日々読書、時々一杯、折々投資

私の趣味をそのままタイトルにしました。 趣味のことでこれいいなあと思ったことを書いていきます。それが少しでもみなさまの参考になればさいわいです。

「若者はなぜ3年で辞めるのか?」城繁幸

城氏は富士通の人事部門で勤務し、その後同社を退社し現在は、人事コンサルティングとして活躍しています。この本は、そんな城氏を代表する著書の一つであり、また、そのタイトルはとても共感できるものなので、以前から読んでみたい本の一冊でしたが、なかなか読む機会がなく、やった今回読むことができました。初版1刷は2006年ですので、あきらかに遅すぎではありますが・・・

タイトルの疑問の答えは、冒頭に端的に指摘されています。
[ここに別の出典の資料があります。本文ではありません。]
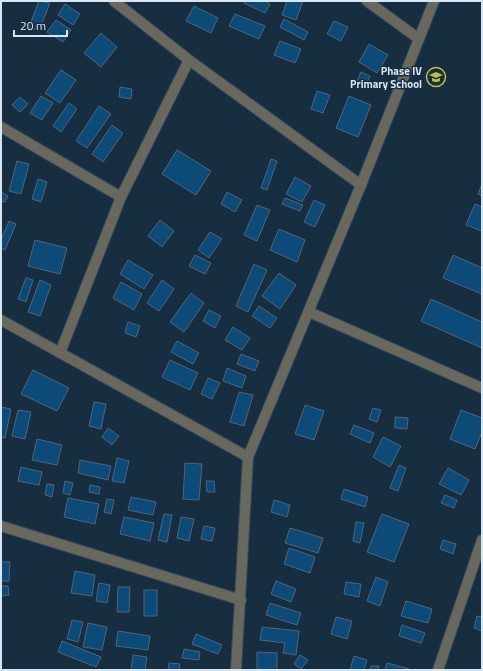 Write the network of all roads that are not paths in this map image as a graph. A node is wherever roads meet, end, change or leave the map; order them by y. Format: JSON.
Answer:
{"nodes":[{"id":1,"x":114,"y":1,"type":"edge"},
{"id":2,"x":367,"y":1,"type":"edge"},
{"id":3,"x":434,"y":1,"type":"edge"},
{"id":4,"x":420,"y":39,"type":"junction"},
{"id":5,"x":189,"y":60,"type":"junction"},
{"id":6,"x":1,"y":127,"type":"edge"},
{"id":7,"x":361,"y":185,"type":"junction"},
{"id":8,"x":121,"y":197,"type":"junction"},
{"id":9,"x":309,"y":312,"type":"junction"},
{"id":10,"x":1,"y":320,"type":"edge"},
{"id":11,"x":60,"y":353,"type":"junction"},
{"id":12,"x":482,"y":388,"type":"edge"},
{"id":13,"x":248,"y":457,"type":"junction"},
{"id":14,"x":1,"y":526,"type":"edge"},
{"id":15,"x":482,"y":540,"type":"edge"},
{"id":16,"x":241,"y":600,"type":"junction"},
{"id":17,"x":236,"y":670,"type":"edge"},
{"id":18,"x":438,"y":670,"type":"edge"}],
"edges":[{"from":1,"to":5,"type":"street"},
{"from":2,"to":4,"type":"street"},
{"from":3,"to":4,"type":"street"},
{"from":4,"to":7,"type":"street"},
{"from":5,"to":7,"type":"street"},
{"from":5,"to":8,"type":"street"},
{"from":6,"to":8,"type":"street"},
{"from":7,"to":9,"type":"street"},
{"from":8,"to":11,"type":"street"},
{"from":9,"to":12,"type":"street"},
{"from":9,"to":13,"type":"street"},
{"from":10,"to":11,"type":"street"},
{"from":11,"to":13,"type":"street"},
{"from":13,"to":16,"type":"street"},
{"from":14,"to":16,"type":"street"},
{"from":15,"to":18,"type":"street"},
{"from":16,"to":17,"type":"street"}]} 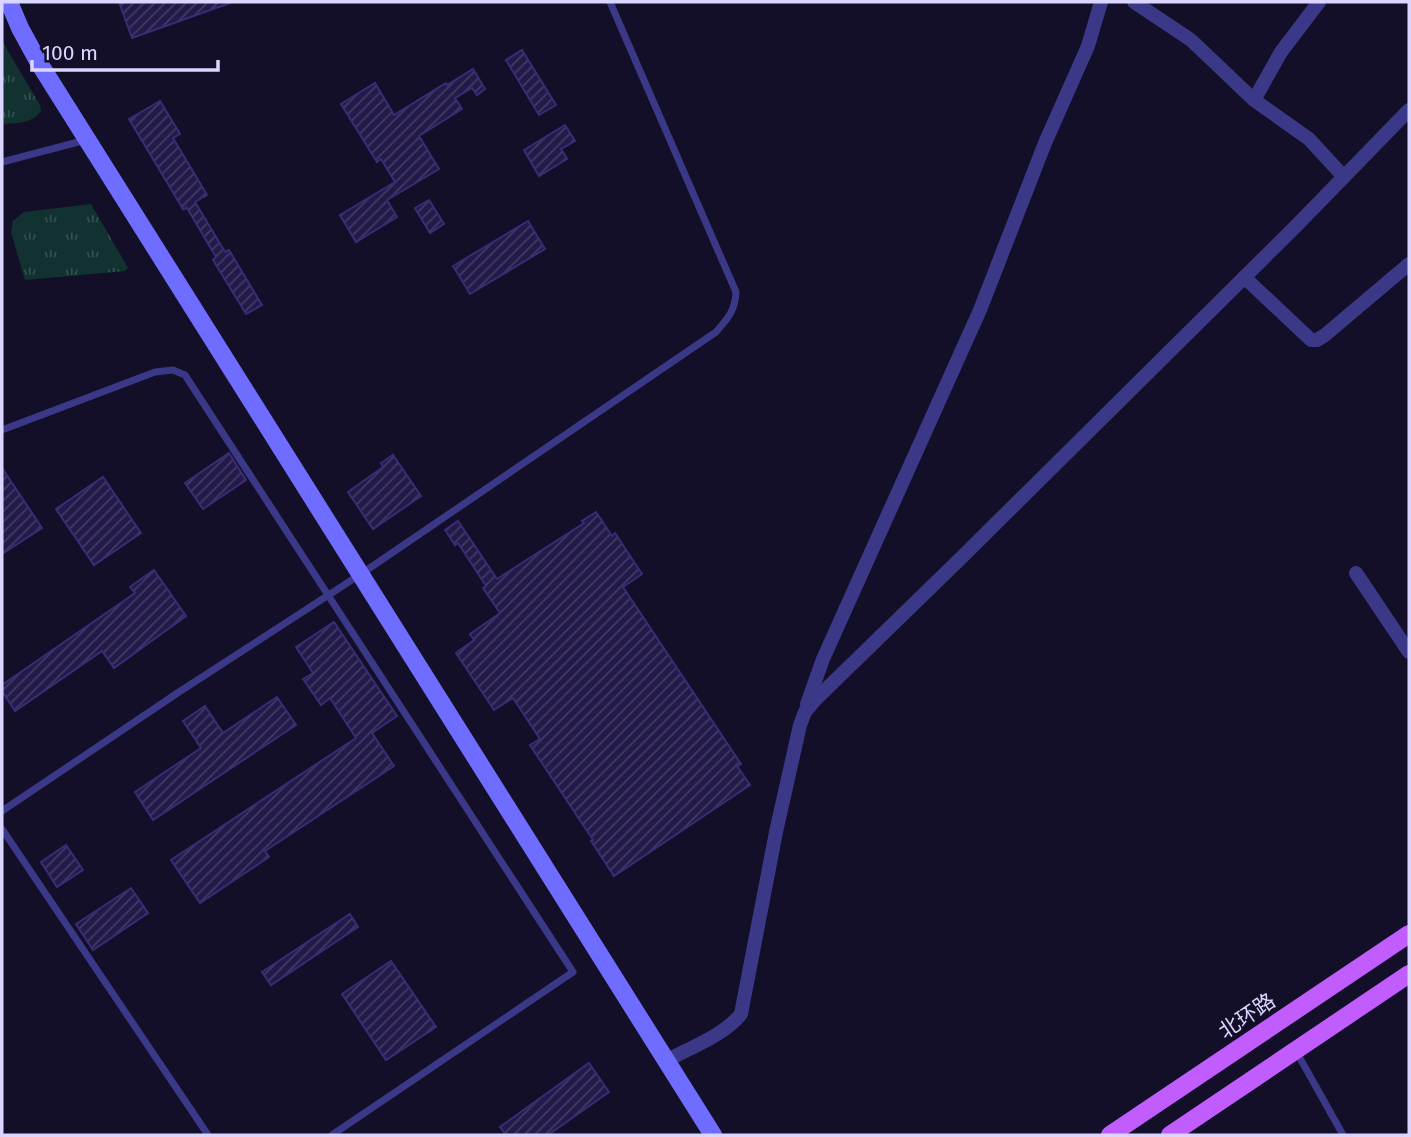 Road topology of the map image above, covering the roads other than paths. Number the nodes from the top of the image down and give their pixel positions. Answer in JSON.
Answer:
{"nodes":[{"id":1,"x":9,"y":2,"type":"edge"},
{"id":2,"x":610,"y":2,"type":"edge"},
{"id":3,"x":1101,"y":2,"type":"edge"},
{"id":4,"x":1134,"y":2,"type":"edge"},
{"id":5,"x":1320,"y":2,"type":"edge"},
{"id":6,"x":1254,"y":100,"type":"junction"},
{"id":7,"x":1409,"y":110,"type":"edge"},
{"id":8,"x":88,"y":140,"type":"junction"},
{"id":9,"x":2,"y":162,"type":"edge"},
{"id":10,"x":1344,"y":177,"type":"junction"},
{"id":11,"x":1409,"y":264,"type":"edge"},
{"id":12,"x":1244,"y":277,"type":"junction"},
{"id":13,"x":2,"y":430,"type":"edge"},
{"id":14,"x":1356,"y":573,"type":"dead end"},
{"id":15,"x":361,"y":574,"type":"junction"},
{"id":16,"x":328,"y":595,"type":"junction"},
{"id":17,"x":1409,"y":652,"type":"edge"},
{"id":18,"x":805,"y":712,"type":"junction"},
{"id":19,"x":2,"y":811,"type":"edge"},
{"id":20,"x":2,"y":829,"type":"edge"},
{"id":21,"x":1409,"y":934,"type":"edge"},
{"id":22,"x":1409,"y":974,"type":"edge"},
{"id":23,"x":1295,"y":1051,"type":"junction"},
{"id":24,"x":666,"y":1061,"type":"junction"},
{"id":25,"x":208,"y":1135,"type":"edge"},
{"id":26,"x":332,"y":1135,"type":"edge"},
{"id":27,"x":713,"y":1135,"type":"edge"},
{"id":28,"x":1110,"y":1135,"type":"edge"},
{"id":29,"x":1170,"y":1135,"type":"edge"},
{"id":30,"x":1343,"y":1135,"type":"edge"}],
"edges":[{"from":1,"to":8,"type":"street"},
{"from":2,"to":15,"type":"lane"},
{"from":3,"to":18,"type":"street"},
{"from":4,"to":6,"type":"street"},
{"from":5,"to":6,"type":"street"},
{"from":6,"to":10,"type":"street"},
{"from":7,"to":10,"type":"street"},
{"from":8,"to":9,"type":"lane"},
{"from":8,"to":15,"type":"street"},
{"from":10,"to":12,"type":"street"},
{"from":11,"to":12,"type":"street"},
{"from":12,"to":18,"type":"street"},
{"from":13,"to":16,"type":"lane"},
{"from":14,"to":17,"type":"street"},
{"from":15,"to":16,"type":"lane"},
{"from":15,"to":24,"type":"street"},
{"from":16,"to":19,"type":"lane"},
{"from":16,"to":26,"type":"lane"},
{"from":18,"to":24,"type":"street"},
{"from":20,"to":25,"type":"lane"},
{"from":21,"to":28,"type":"main road","name":"北环路"},
{"from":22,"to":23,"type":"main road"},
{"from":23,"to":29,"type":"main road"},
{"from":23,"to":30,"type":"lane"},
{"from":24,"to":27,"type":"street"}]}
「閉塞感」。この答え自体は、ある程度は予想できるものですが、この本は、その原因つまり「閉塞感の正体」をきわめて説得的に分析しています。人事問題にしろうとの私ですが、納得してしまうものでした。

よく言われることは、新人で入社したものの、自分のやりたい仕事と実際の仕事のギャップ、つまりミスマッチが辞める原因と言われ、このことは、上の世代からみると、最初からやりたい仕事ができると思うなんて我慢が足りない、という不満につながります。
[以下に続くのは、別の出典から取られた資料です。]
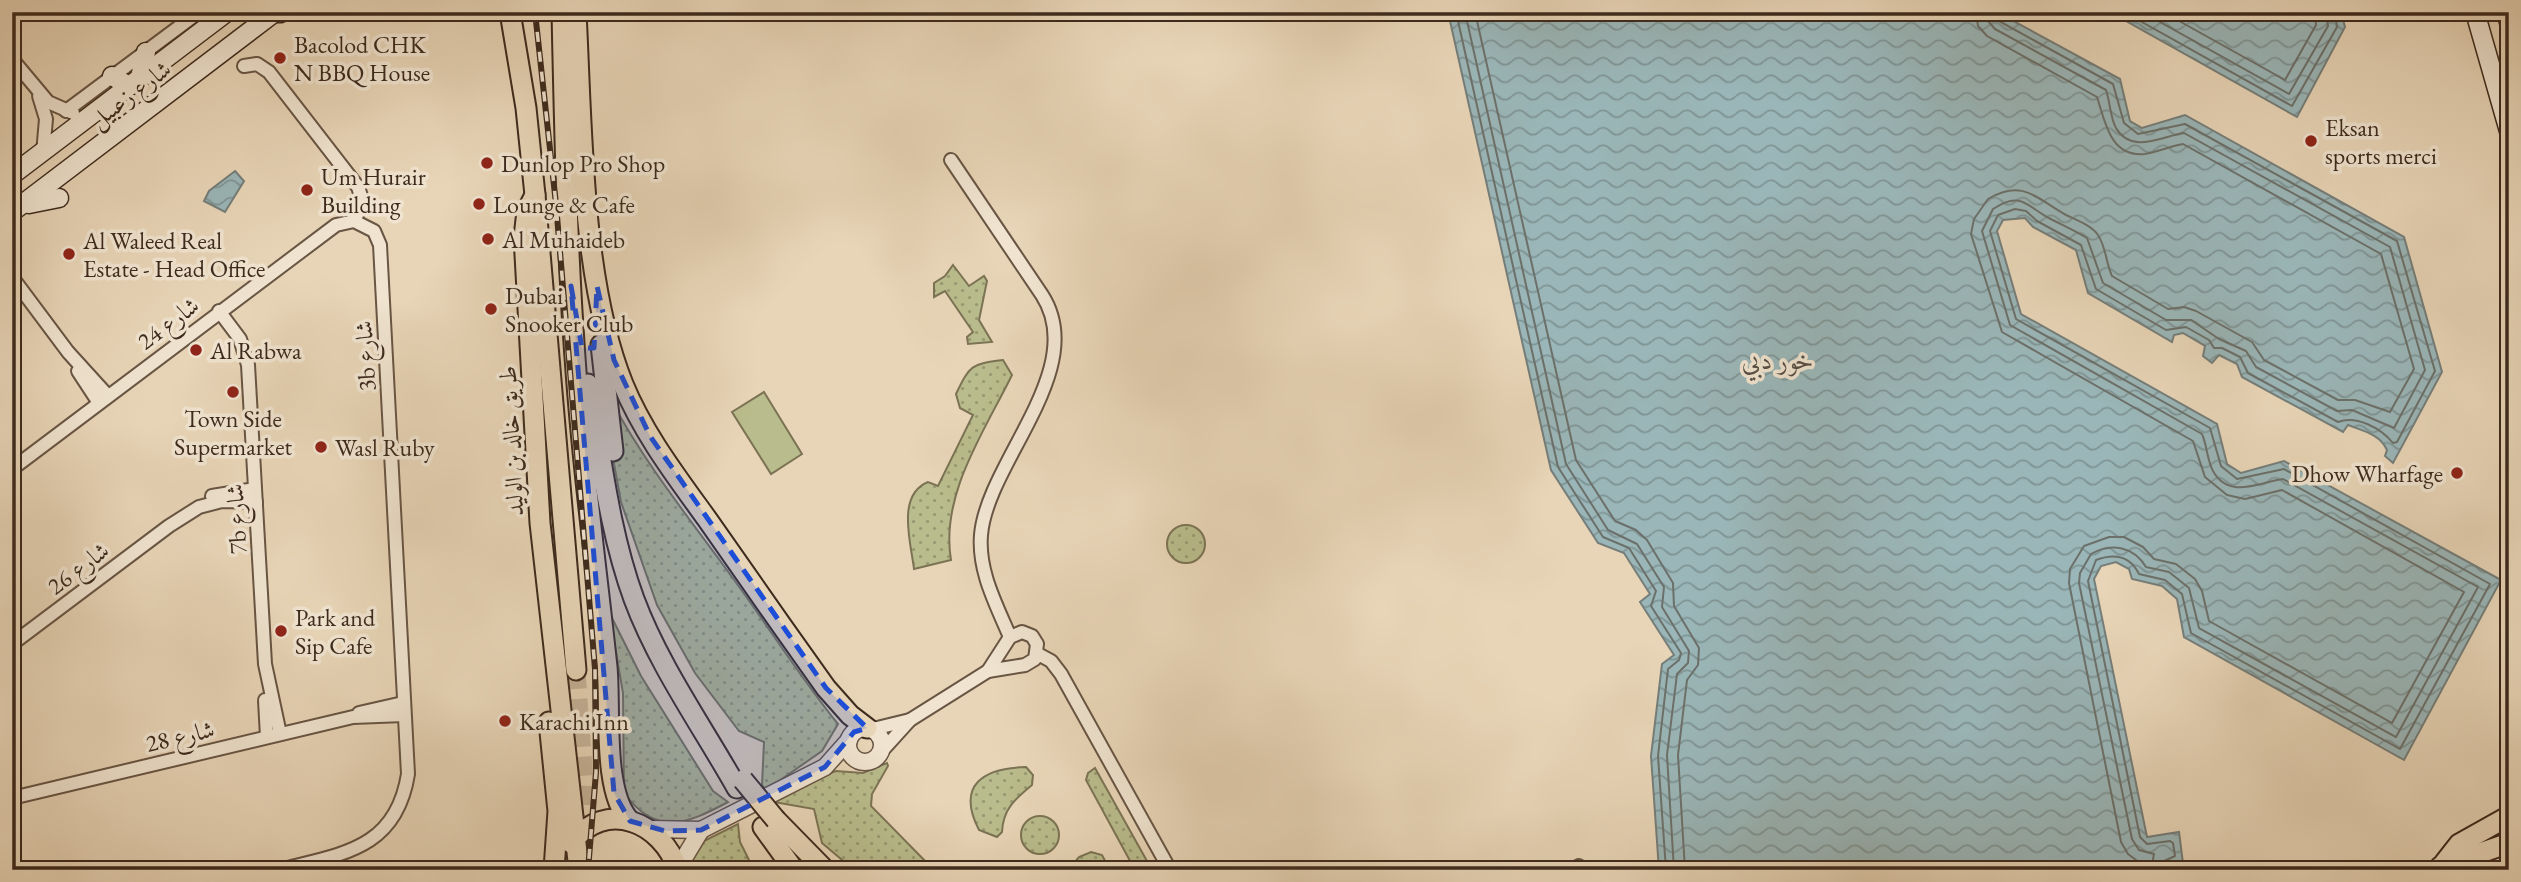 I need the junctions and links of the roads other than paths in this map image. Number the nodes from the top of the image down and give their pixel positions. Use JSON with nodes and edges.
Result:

この本でも、このギャップについて指摘していますが、巷でよく言われるときは、このギャップを指摘し、若者あるいは上の世代のどちらかの見方を支持して終わり、という感じですが、この本は、そのようなギャップが生じる原因を具体的に分析しているところが画期的です。文句を言っている上の世代(採用する側)の採用方式の変化に原因があると指摘していますが、きわめて説得的でありかつ皮肉的です。

分析はさらに続きます。仮にギャップがあるとしても、だからといってすぐに辞めるとは限らないという点を指摘し、では、なぜ辞めてしまうのか、ということを指摘しています。年功序列の人事体系の存在と、以前はそうではないものの現在はそれが、多くの若者に働き損を強いるシステムに変質しているからであると指摘しています。このように書くと、給与といった金銭的な話をイメージすると思います。もちろんそれはあるのですが、それだけでなく、いつまでも下働きに甘んじないといけないという「仕事のやりがい」という面で報われないシステムであるという精神的な側面も指摘しています。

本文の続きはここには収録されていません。